BlueKeep è un bug di tipo “wormable,” ovvero può essere sfruttato dagli autori di malware per creare codice in grado di propagarsi rapidamente ad altri sistemi Windows, sfruttando il protocollo RDP (Remote Desktop Services).

Risultano vulnerabili i client con le seguenti versioni di Windows:

  • Windows 7;
  • Windows Server 2008 R2;
  • Windows Server 2008;
  • Windows XP;
  • Windows 2003.

Nonostante, il rilascio dell’aggiornamento di sicurezza da parte di Microsoft il 30 maggio 2019, ad oggi risulterebbero vulnerabili oltre 700.000 dispositivi.
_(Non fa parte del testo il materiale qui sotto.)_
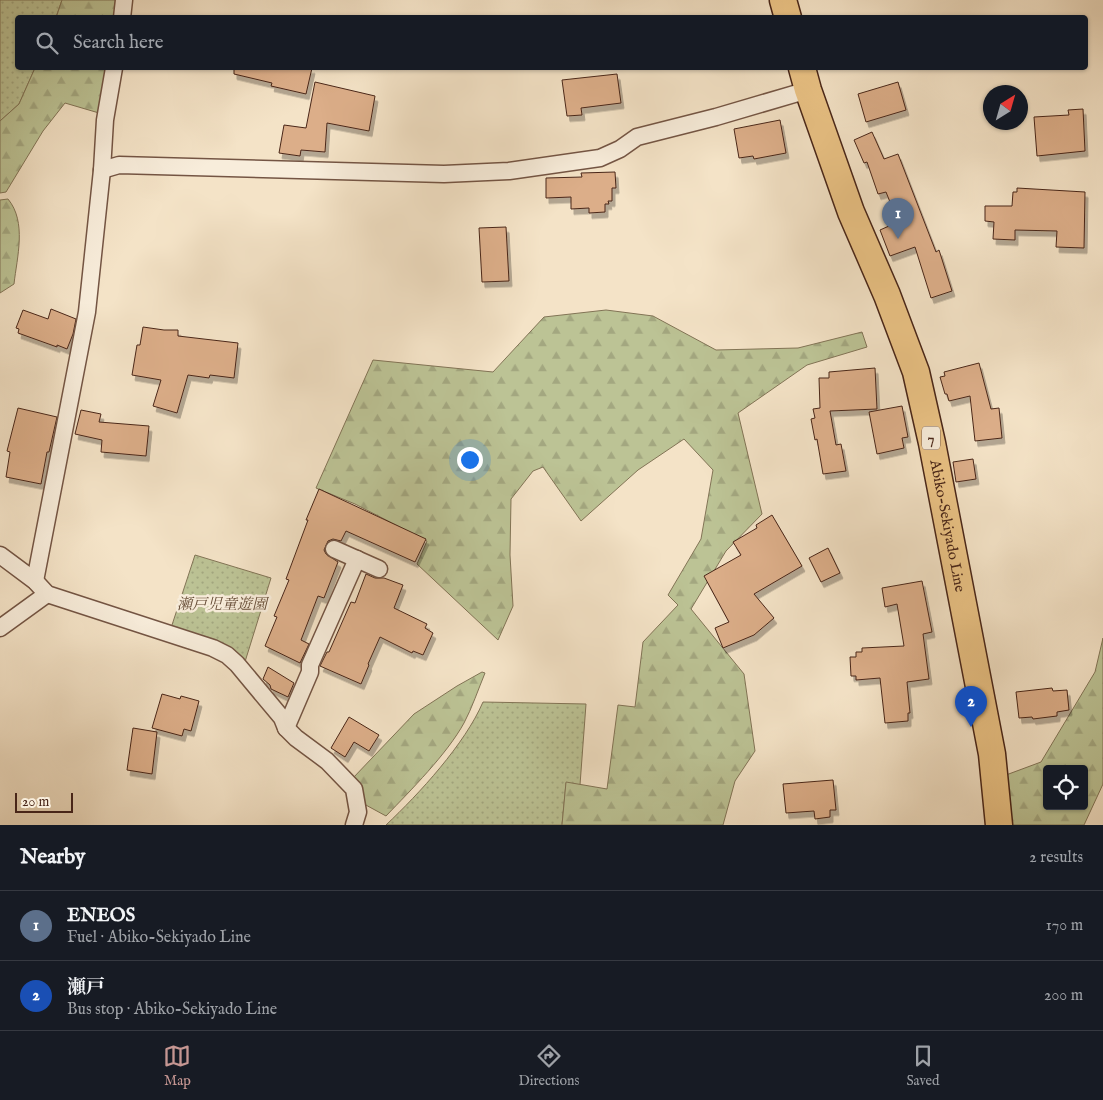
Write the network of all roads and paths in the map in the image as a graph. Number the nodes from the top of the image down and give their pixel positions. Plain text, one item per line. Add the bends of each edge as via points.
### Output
1 (124, 0) edge
2 (784, 0) edge
3 (122, 15) edge
4 (787, 15) edge
5 (114, 70) edge
6 (805, 79) edge
7 (102, 170) junction
8 (334, 549) dead end
9 (0, 556) edge
10 (357, 559) junction
11 (379, 568) dead end
12 (35, 581) junction
13 (47, 594) junction
14 (0, 628) edge
15 (286, 728) junction
16 (354, 825) edge
17 (999, 825) edge

1 - 3 street
2 - 4 main road
5 - 7 street
6 - 7 street via 716,117 637,137 600,158 509,171 444,174 119,165
6 - 17 main road, Abiko-Sekiyado Line / 7 via 851,212 888,295 916,372 992,754
7 - 12 street via 87,312
8 - 10 street
9 - 12 street
10 - 11 street
10 - 15 street
12 - 13 street
13 - 14 street
13 - 15 street via 227,655 282,718
15 - 16 street via 327,761 354,789 358,812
Nei mesi scorsi sono stati rilevati tentativi di attacco a diversi prodotti realizzati da Siemens Healthineers, mentre a inizio novembre sono stati riscontrati i primi attacchi grazie all’utilizzo di una apposita Honeypot, dalla quale è emerso che la vulnerabilità BlueKeep viene sfruttata anche per installare miner di criptovaluta.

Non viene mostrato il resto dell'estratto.